5. JIT runner broker -- sca runner-broker polls every repo for queued Linux CI jobs and spawns ephemeral self-hosted runners on demand, so a billing-blocked free tier still gets CI on runs-on: [self-hosted, Linux]. Deployed as a systemd service on dev1. See RUNNER_BROKER.md -- it's the single point of failure for CI across the workspace.

Out of scope for v3

• Continuous monitoring / dashboard -- v1's Mode 4. The audit is one-shot.

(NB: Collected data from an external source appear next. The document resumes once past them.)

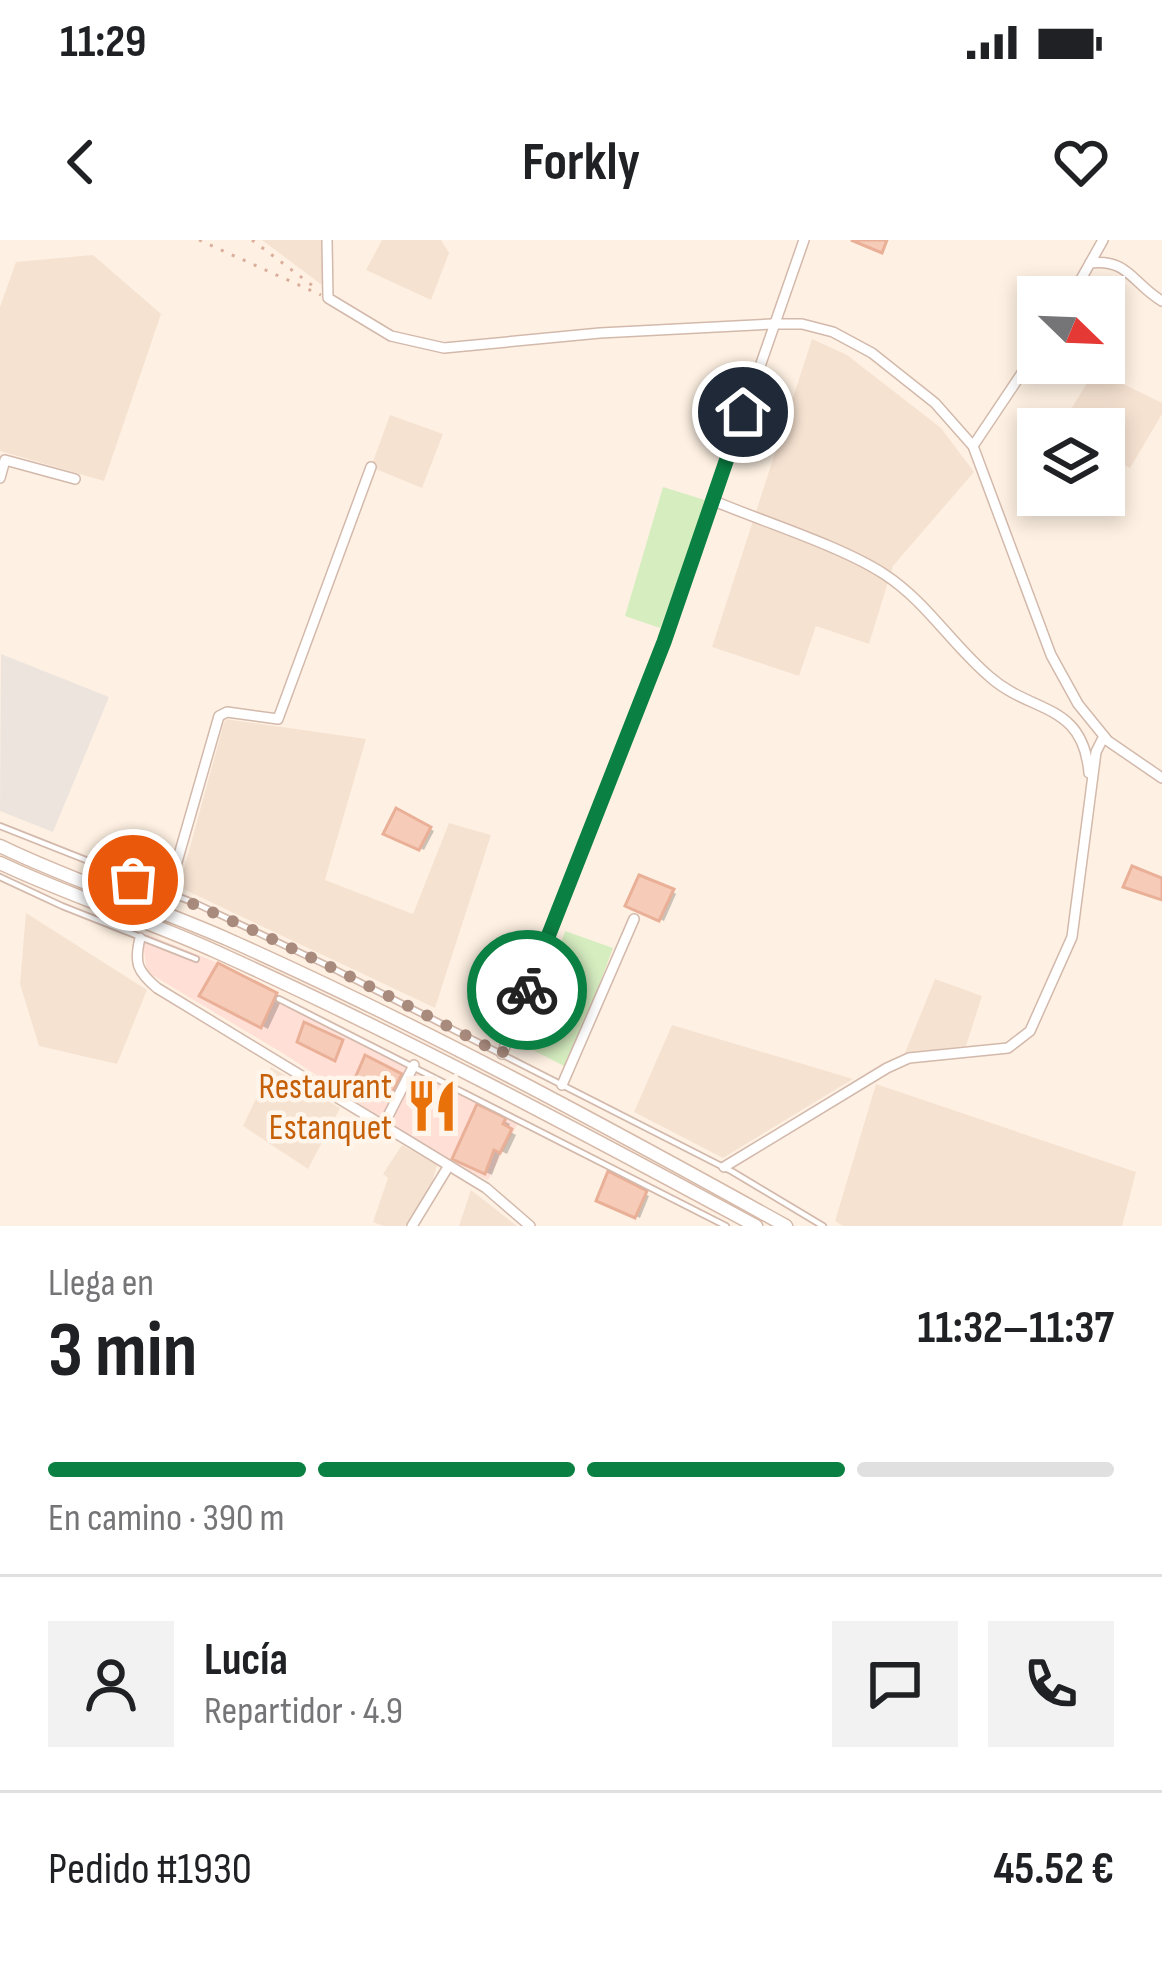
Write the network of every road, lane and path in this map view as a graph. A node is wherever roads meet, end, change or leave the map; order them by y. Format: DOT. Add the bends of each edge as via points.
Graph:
graph roads {
  1 [pos="199,240"];
  2 [pos="252,240"];
  3 [pos="327,240"];
  4 [pos="804,240"];
  5 [pos="1103,240"];
  6 [pos="1090,263"];
  7 [pos="1083,276"];
  8 [pos="328,298"];
  9 [pos="1162,301"];
  10 [pos="772,324"];
  11 [pos="1017,380"];
  12 [pos="973,446"];
  13 [pos="371,467"];
  14 [pos="0,478"];
  15 [pos="75,479"];
  16 [pos="714,501"];
  17 [pos="1104,736"];
  18 [pos="1162,778"];
  19 [pos="1091,796"];
  20 [pos="0,826"];
  21 [pos="0,846"];
  22 [pos="0,863"];
  23 [pos="0,877"];
  24 [pos="168,893"];
  25 [pos="634,919"];
  26 [pos="140,938"];
  27 [pos="196,958"];
  28 [pos="278,999"];
  29 [pos="502,1054"];
  30 [pos="414,1065"];
  31 [pos="562,1085"];
  32 [pos="383,1126"];
  33 [pos="448,1167"];
  34 [pos="724,1167"];
  35 [pos="412,1226"];
  36 [pos="530,1226"];
  37 [pos="726,1226"];
  38 [pos="756,1226"];
  39 [pos="786,1226"];
  40 [pos="823,1226"];
  1 -- 8 [label="path"];
  2 -- 8 [label="path"];
  3 -- 8 [label="street"];
  4 -- 10 [label="street"];
  5 -- 6 [label="street"];
  6 -- 7 [label="street"];
  6 -- 9 [label="street" via="1124,267"];
  8 -- 10 [label="street" via="391,336 444,348"];
  10 -- 12 [label="street" via="833,332 872,353"];
  10 -- 16 [label="street"];
  11 -- 12 [label="street"];
  12 -- 17 [label="street" via="1051,655"];
  13 -- 24 [label="street" via="278,719 219,716"];
  14 -- 15 [label="street" via="4,460"];
  16 -- 19 [label="street" via="884,574 991,679 1080,734"];
  16 -- 29 [label="street"];
  17 -- 18 [label="street"];
  17 -- 19 [label="street"];
  19 -- 34 [label="street" via="1072,937 1030,1031 1008,1048 909,1058"];
  20 -- 24 [label="lane"];
  21 -- 39 [label="main road" via="228,939"];
  22 -- 38 [label="main road" via="220,953"];
  23 -- 26 [label="lane"];
  24 -- 29 [label="lane"];
  25 -- 31 [label="street"];
  26 -- 27 [label="lane"];
  26 -- 32 [label="street" via="135,959 157,988"];
  28 -- 30 [label="lane"];
  29 -- 31 [label="lane"];
  30 -- 32 [label="street"];
  30 -- 37 [label="lane"];
  31 -- 34 [label="lane"];
  32 -- 33 [label="street"];
  33 -- 35 [label="street"];
  33 -- 36 [label="street"];
  34 -- 40 [label="lane"];
}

If you want recurring runs, schedule via cron / Task Scheduler.
• Cross-platform support beyond Windows + Linux. macOS should work but isn't tested.
• Non-GitHub forges (GitLab, Bitbucket, Gitea). v1 had aspirations here; v3 is GitHub-only by design.

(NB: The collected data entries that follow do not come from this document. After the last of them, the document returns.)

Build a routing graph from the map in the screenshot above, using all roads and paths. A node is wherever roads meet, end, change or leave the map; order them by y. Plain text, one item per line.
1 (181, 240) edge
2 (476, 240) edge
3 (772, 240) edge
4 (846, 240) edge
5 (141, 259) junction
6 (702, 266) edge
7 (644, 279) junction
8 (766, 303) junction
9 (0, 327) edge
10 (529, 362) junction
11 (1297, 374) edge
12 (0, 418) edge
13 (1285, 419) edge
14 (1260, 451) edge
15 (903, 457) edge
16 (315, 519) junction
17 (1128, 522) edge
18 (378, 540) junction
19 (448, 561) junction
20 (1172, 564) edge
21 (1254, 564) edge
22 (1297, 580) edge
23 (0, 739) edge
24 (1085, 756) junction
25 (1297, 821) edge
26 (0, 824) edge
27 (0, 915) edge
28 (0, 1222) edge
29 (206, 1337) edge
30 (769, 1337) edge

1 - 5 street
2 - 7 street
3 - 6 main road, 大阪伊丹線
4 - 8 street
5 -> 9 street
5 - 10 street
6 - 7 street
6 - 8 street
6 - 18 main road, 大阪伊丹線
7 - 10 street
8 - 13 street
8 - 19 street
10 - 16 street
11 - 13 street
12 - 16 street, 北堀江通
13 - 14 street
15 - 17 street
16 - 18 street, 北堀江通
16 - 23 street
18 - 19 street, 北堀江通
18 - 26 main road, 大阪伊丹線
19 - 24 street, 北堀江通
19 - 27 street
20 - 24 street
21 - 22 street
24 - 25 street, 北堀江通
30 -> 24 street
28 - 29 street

Status / progress (this branch)

Module	Status	Notes
sca/audit.py	[DONE] ported from v2	walk + classify dirs -> JSON; cross-platform (--root)
sca/branches.py	[DONE] ported from v2	per-repo branch state; unpushed / behind / diverged
sca/render.py	[DONE] ported from v2	JSON -> single-file HTML report
sca/secrets.py	[DONE] NEW	live token regex, XOR-obfuscation pair detector, real-looking GUIDs, SharePoint URLs
sca/classify.py	[DONE] NEW	5-state model + 3 extra states v1 didn't have (Empty, LooseFile, WrapperRepo) + dedicated/consolidated decision
sca/extract.py	[DONE] NEW	wrapper-repo detection + repair (subtree-split / archive-and-delete)
sca/templates.py + templates/gitignore/	[DONE] NEW	stack detection (python/node/dotnet/powershell) -> curated gitignore
sca/remediate.py	[DONE] NEW	per-state plan + executor; backup-before-modify; visibility-before-push gate
sca/cli.py	[DONE] NEW	sca audit | branches | scan | classify | extract | gitignore | remediate | render | runner-broker
sca/runner_broker.py	[DONE] NEW	JIT ephemeral runner provisioning; systemd service on dev1; see RUNNER_BROKER.md
tests/	[DONE] NEW	35 pytest tests, all green
pyproject.toml	[DONE]	pip install -e v3

Smoke runs on C:\code (real workspace):

• audit + classify: 24 entries -> 20 FullyCompliant, 2 WrapperRepo, 1 IncompleteSourceControl, 1 LooseFile
• secrets scan on this very repo: caught 16 hardcoded GitHub PATs in v1's root remediation scripts (subsequently rotated and redacted)
• extract: identified UnicodeReplacementTool/ as the one wrapper-repo situation in the workspace

Open work

• The visibility-before-push gate in remediate.py calls gh api to determine repo visibility -- that's a network dependency. A --offline mode that errs on the side of "treat as public" would be safer for CI use.
• sca extract --archive-and-delete works but the subtree-split path needs an integration test against a real wrapper repo (currently only unit-tested via extract.detect).
• sca render still writes to C:/code/temp/audit-report.html by default -- that path needs to be parameterized or written next to the input JSON.

How to use it

pip install -e v3                       # editable install puts `sca` on PATH

sca audit --root ~/code                 # walks tree, prints JSON
sca audit --root ~/code | sca classify --summary
sca scan ~/code/some-repo               # secret scan one repo
sca extract --root ~/code               # find wrapper-repo situations
sca gitignore ~/code/some-dir --write   # write a stack-aware .gitignore
sca audit --root ~/code | sca remediate --plan       # dry-run plan
sca audit --root ~/code | sca remediate --apply      # actually run it

sca ci --root ~/code --summary          # audit which baseline gates each repo has
sca ci --root ~/code/some-repo --install # install missing gates (idempotent, content-aware)
sca ci --install --baseline semgrep      # add the opt-in SAST gate to cwd's repo

sca runner-broker --once                # one poll: provision runners for queued CI, then exit
sca runner-broker --poll 120            # daemon mode (how it's deployed on dev1)

Set CODE_ROOT to skip --root everywhere.

For the JIT CI runner broker (sca runner-broker) -- what it is, how it's deployed as a systemd service on dev1, and how to troubleshoot stuck CI jobs -- see RUNNER_BROKER.md.